|John Holmes Motherfucker - 2021-07-30 |
When I was nine years old, I knew who Jack Kirby was, and I knew who Stan Lee was. Stan was they guy portrayed in NOT BRAND ECCH, Marvel's self-referential homage to Mad Magazine, sitting at a desk with a "List of Things To Do Today" that only had one Item: "Breathe!" Jack was (probably) the guy who drew the picture. At nine, I as amazed at how fucking cool Marvel was, and now, at 63, I'm amazed at just how much I got it right back then. Few things in life have been less disappointing than Marvel. When I watch Avengers Endgame, or Captain America: Winter Soldier, or Thor: Ragnorok, or (Jesus Christ!) LOKI, not only am I channeling nine year old me, but, as an increasingly old man, I am living that little motherfucker's dream! Not every MCU movie is a masterpiece, but they have dramatically elevated the genre. Stan Lee died between the release of Black Panther and Infinity War. THAT is how a culture hero dies, triumphantly, shot from a cannon aimed straight at Pop Culture Valhalla!
The 1967 Spider-Man cartoon was produced at the nadir of American animation, a time of restrictive budgets and tight schedules, and it was pretty ridiculous, but it still managed to be cool. Best of all, it was cool in a way that was characteristically and unmistakably MARVEL.

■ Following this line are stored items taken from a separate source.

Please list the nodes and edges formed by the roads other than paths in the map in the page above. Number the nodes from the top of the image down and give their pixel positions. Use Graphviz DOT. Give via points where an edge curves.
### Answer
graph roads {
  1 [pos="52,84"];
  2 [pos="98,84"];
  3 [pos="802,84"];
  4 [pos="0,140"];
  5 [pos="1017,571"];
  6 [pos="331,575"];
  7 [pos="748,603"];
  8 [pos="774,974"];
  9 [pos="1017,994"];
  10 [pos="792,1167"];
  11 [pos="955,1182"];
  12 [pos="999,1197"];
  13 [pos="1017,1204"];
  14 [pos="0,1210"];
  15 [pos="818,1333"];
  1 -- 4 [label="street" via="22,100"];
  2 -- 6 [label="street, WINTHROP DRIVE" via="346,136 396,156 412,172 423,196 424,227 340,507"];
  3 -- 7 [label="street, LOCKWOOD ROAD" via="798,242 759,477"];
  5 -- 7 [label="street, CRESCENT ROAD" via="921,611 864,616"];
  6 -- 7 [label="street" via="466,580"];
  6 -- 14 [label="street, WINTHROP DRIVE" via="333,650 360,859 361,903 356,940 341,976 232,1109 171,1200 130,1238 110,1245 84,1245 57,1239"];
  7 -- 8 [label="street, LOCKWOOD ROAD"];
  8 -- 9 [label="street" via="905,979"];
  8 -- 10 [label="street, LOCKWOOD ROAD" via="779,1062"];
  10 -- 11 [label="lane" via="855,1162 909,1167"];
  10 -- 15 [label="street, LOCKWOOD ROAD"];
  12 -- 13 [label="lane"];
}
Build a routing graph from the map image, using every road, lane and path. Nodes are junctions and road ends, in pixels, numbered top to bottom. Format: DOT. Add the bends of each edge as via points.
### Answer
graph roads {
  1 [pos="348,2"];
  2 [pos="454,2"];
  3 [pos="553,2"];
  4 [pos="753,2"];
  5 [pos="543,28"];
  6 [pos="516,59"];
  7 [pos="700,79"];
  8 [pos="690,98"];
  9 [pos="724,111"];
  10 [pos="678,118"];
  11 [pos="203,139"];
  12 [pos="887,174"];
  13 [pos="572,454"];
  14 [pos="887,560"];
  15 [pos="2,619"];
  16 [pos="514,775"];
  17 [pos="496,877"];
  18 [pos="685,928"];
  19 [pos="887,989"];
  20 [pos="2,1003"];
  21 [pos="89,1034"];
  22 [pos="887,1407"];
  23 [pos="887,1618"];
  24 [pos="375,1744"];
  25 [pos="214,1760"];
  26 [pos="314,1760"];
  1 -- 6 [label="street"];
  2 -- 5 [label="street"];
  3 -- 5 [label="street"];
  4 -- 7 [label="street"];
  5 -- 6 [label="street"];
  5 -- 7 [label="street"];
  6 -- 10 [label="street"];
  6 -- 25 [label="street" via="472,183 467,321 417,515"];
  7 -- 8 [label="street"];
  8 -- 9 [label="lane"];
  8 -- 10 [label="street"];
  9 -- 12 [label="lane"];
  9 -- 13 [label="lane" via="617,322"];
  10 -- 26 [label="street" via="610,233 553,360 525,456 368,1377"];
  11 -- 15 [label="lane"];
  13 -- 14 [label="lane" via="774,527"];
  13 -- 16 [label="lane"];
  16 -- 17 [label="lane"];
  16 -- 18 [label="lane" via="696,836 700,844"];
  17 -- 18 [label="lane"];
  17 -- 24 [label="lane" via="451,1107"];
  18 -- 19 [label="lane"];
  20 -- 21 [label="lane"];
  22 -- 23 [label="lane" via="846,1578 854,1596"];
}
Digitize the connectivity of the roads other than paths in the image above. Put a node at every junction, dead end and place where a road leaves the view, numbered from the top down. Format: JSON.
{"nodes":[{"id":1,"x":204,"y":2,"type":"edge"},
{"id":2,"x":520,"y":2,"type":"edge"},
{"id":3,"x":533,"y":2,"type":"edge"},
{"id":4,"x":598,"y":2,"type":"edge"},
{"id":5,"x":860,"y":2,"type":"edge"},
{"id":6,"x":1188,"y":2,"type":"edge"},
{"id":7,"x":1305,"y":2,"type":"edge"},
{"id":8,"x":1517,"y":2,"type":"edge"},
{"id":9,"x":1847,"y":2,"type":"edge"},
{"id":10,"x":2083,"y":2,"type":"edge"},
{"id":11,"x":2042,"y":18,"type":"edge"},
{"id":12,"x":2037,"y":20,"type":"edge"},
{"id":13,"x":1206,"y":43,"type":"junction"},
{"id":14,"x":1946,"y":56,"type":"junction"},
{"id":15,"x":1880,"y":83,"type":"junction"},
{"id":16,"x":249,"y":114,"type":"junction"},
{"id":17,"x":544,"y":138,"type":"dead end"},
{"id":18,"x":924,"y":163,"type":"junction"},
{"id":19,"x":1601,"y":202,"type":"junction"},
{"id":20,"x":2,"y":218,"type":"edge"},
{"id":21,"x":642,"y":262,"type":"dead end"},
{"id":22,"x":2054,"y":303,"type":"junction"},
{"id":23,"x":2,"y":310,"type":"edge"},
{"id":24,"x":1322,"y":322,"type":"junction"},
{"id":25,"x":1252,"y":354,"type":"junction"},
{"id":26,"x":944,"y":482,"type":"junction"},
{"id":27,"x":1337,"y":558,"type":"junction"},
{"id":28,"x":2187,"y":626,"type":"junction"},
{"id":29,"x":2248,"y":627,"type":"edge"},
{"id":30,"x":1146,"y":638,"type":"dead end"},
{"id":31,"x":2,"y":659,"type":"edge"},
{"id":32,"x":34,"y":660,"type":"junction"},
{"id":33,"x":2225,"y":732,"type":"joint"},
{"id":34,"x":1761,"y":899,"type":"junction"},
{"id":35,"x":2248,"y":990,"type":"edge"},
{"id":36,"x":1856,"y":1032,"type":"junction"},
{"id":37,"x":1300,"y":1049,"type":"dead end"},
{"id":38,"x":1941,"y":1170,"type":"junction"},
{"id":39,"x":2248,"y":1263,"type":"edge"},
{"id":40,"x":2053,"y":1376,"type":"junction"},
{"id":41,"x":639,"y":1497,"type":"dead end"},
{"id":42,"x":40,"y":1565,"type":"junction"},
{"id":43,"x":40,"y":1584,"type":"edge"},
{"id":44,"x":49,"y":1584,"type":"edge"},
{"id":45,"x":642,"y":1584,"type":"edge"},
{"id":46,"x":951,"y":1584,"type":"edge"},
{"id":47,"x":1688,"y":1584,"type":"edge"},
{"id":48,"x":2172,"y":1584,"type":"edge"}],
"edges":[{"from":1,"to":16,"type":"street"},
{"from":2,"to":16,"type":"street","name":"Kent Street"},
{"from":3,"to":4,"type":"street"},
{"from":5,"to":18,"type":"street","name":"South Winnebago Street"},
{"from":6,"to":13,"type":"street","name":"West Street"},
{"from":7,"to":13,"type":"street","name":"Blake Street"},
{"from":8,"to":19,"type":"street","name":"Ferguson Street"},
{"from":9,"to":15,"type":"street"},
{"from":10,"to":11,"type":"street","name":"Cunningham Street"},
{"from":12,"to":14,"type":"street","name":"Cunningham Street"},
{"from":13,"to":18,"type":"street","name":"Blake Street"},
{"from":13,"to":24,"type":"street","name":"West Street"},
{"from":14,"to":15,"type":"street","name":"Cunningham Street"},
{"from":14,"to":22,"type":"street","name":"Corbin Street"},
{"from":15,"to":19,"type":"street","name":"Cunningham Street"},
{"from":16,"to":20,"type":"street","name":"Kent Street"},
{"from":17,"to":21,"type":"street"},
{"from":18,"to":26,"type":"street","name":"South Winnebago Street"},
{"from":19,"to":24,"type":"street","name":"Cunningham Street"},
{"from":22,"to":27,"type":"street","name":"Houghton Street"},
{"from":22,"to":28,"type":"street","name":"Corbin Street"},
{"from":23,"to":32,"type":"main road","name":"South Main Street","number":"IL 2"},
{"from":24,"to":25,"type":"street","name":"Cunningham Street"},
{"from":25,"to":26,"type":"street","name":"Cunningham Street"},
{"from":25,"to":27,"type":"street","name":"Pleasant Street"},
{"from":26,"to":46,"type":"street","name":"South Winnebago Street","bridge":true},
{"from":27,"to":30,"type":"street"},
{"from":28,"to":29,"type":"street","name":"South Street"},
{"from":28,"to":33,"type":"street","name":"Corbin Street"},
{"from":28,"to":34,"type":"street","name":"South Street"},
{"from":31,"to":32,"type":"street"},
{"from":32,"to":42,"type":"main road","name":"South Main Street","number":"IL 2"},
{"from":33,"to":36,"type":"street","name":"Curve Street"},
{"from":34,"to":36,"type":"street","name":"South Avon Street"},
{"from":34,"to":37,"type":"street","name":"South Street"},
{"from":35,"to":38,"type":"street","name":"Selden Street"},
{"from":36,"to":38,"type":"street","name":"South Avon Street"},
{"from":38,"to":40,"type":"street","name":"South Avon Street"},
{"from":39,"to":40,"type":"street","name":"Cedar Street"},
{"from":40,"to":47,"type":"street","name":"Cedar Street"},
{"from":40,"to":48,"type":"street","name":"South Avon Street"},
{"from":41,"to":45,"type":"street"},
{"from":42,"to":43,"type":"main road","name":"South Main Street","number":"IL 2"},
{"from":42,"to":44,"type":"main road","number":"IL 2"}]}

And the music is crucial to how they pulled it off, especially, of course, that iconic theme song. "Iconic" is overused, but there's no other word. Even as I child, I could detect the Marvel Touch in that last verse, which suddenly turned introspective:
Wealth and fame he's ignored
Action is his reward
To him, life is a great big bang-up
Wherever there's a hang-up
You'll find a Spiderman!
No one would ever write a theme song about how SUPERMAN sees the world, or anyone else to be seen on Saturday Morning Cartoons. It was fresh. It was touching. I thought so at the time, and I still think so.